As for NASA. intermixed with nearly 900 billion of US Defense spending we spend what 25 or so billion on NASA. this would not even pay 1/3 of the cost of the LCA platforms. we dont put that much effort into it anyway…because few in this country see a reason why. Europe seems to mimic that
nice debate here
Whatever Ukraine will be, post-war, it won’t be “the strong man of Europe.” It will take a decade to rebuild the place, even with a lot of U.S. money. It’s hardly a cinch bet, for example, that all of the refugees who fled will return to help either. But Ukraine’s pre-war demographics were as bad as those of the rest of Europe anyway, so maintaining a million-man standing army isn’t going to be a live possibility for Ukraine any more than maintaining 15 million men under arms was for the U.S. after WW2. And a shrinking labor force and growing retiree contingent is going to make it harder and harder for Ukraine to do much beyond the same slow slide into demographic eclipse as most of the rest of Europe. Europe, as a whole, is disappearing.
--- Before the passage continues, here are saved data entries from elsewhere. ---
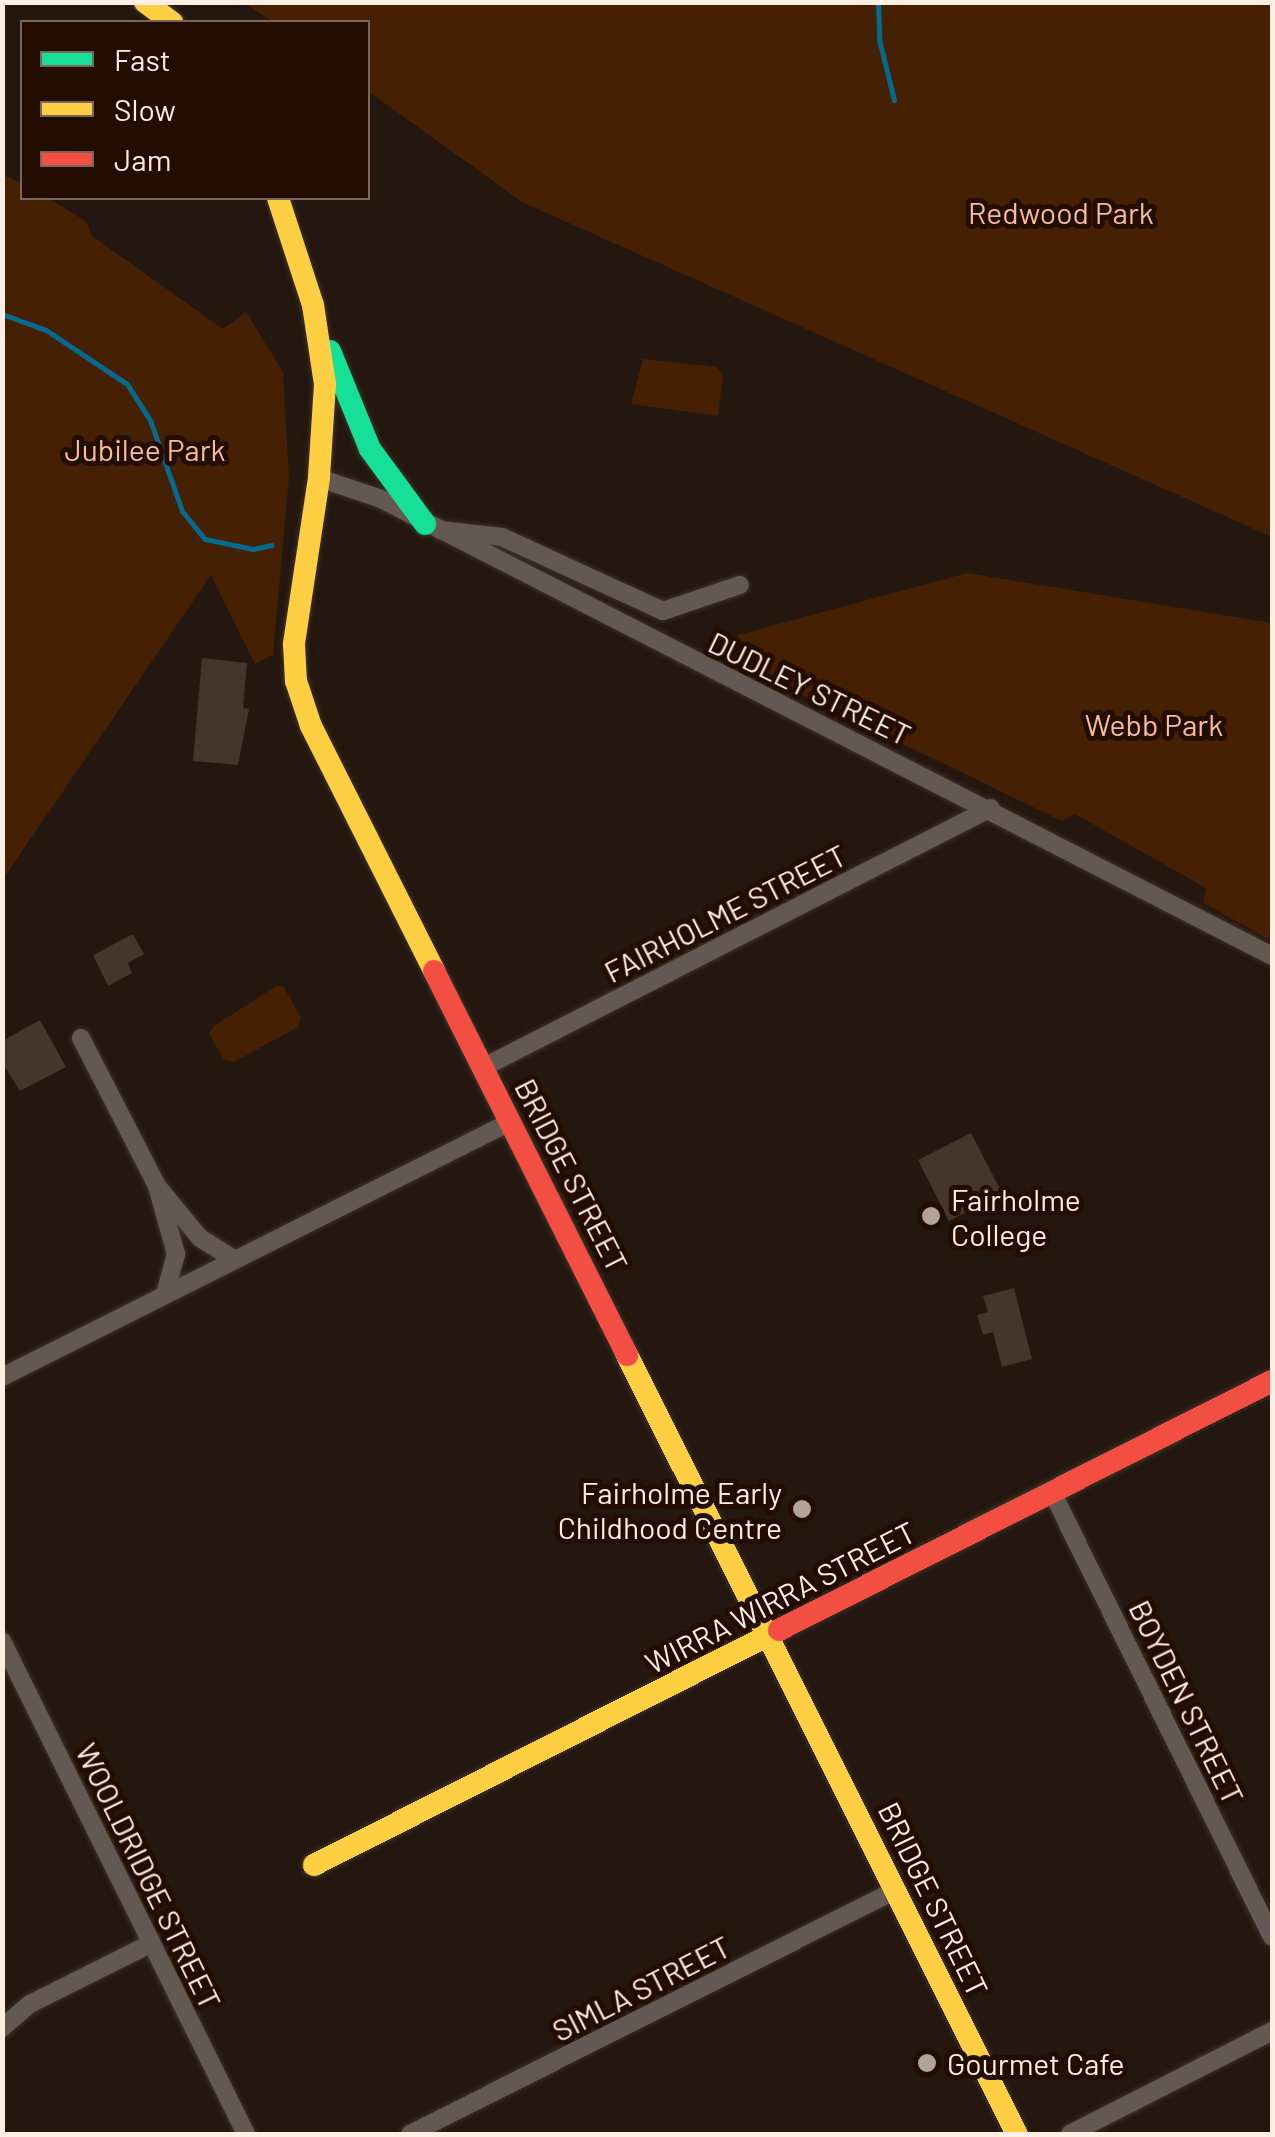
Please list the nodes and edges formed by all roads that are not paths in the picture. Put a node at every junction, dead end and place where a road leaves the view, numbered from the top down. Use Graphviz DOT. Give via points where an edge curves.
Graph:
graph roads {
  1 [pos="145,2"];
  2 [pos="169,20"];
  3 [pos="279,200"];
  4 [pos="321,337"];
  5 [pos="319,478"];
  6 [pos="430,527"];
  7 [pos="740,586"];
  8 [pos="991,808"];
  9 [pos="1272,956"];
  10 [pos="81,1038"];
  11 [pos="484,1066"];
  12 [pos="510,1122"];
  13 [pos="157,1186"];
  14 [pos="234,1259"];
  15 [pos="165,1294"];
  16 [pos="2,1378"];
  17 [pos="1272,1381"];
  18 [pos="1052,1492"];
  19 [pos="772,1634"];
  20 [pos="2,1641"];
  21 [pos="314,1864"];
  22 [pos="896,1890"];
  23 [pos="1272,1937"];
  24 [pos="152,1943"];
  25 [pos="2,2028"];
  26 [pos="1272,2032"];
  27 [pos="246,2134"];
  28 [pos="410,2134"];
  29 [pos="1017,2134"];
  30 [pos="1070,2134"];
  1 -- 2 [label="street"];
  3 -- 4 [label="street, BRIDGE STREET"];
  4 -- 5 [label="street, BRIDGE STREET"];
  4 -- 6 [label="street" via="370,449"];
  5 -- 6 [label="street, DUDLEY STREET" via="358,488"];
  5 -- 11 [label="street, BRIDGE STREET" via="294,644 296,681 311,726"];
  6 -- 7 [label="street" via="502,537 663,611"];
  6 -- 8 [label="street, DUDLEY STREET"];
  8 -- 9 [label="street, DUDLEY STREET"];
  8 -- 11 [label="street, FAIRHOLME STREET"];
  10 -- 13 [label="street"];
  11 -- 12 [label="street, BRIDGE STREET"];
  12 -- 14 [label="street"];
  12 -- 19 [label="street, BRIDGE STREET"];
  13 -- 14 [label="street" via="200,1238"];
  13 -- 15 [label="street" via="176,1254"];
  14 -- 15 [label="street"];
  15 -- 16 [label="street"];
  17 -- 18 [label="street, WIRRA WIRRA STREET"];
  18 -- 19 [label="street, WIRRA WIRRA STREET"];
  18 -- 23 [label="street, BOYDEN STREET"];
  19 -- 21 [label="street, WIRRA WIRRA STREET"];
  19 -- 22 [label="street, BRIDGE STREET"];
  20 -- 24 [label="street, WOOLDRIDGE STREET"];
  22 -- 28 [label="street, SIMLA STREET"];
  22 -- 29 [label="street, BRIDGE STREET"];
  24 -- 25 [label="street" via="30,2004"];
  24 -- 27 [label="street, WOOLDRIDGE STREET"];
  26 -- 30 [label="street"];
}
Maybe but unlikely. the right wing in this country is busily pulling our culture apart over their goofy religion…but wars have a habit of uniting people (real ones anyway) and its likely that Ukraine will come out of WW2 much as the US did particularly as we give it modern industry. defeating facism at home or abroad will change the direction of history 🙂 Mango in jail will help as well
The Europeans have been increasingly dependent upon the U.S. for defense and for market access ever since WW2. Their national demographics are mostly far worse than ours so that will continue to be the case, but even more so.
The end of cheap Russian gas will have a devastating effect on what remains of German domestic industry. The Germans will probably wind up having to build even more of their industry on U.S. soil to serve the North American market so as to be able to afford their growing population of retirees as their own working-age population rapidly dwindles. The Japanese and Koreans are doing the same for the same demographic and economic reasons.
The Europeans are out of the chest-thumping business because they no longer have much of a chest to thump.
I think they see value in it, they are just old and tired now and can’t really do it themselves. Times will, I think, stay hard for Europe in many ways even after a Ukrainian victory in the Russo-Ukraine War.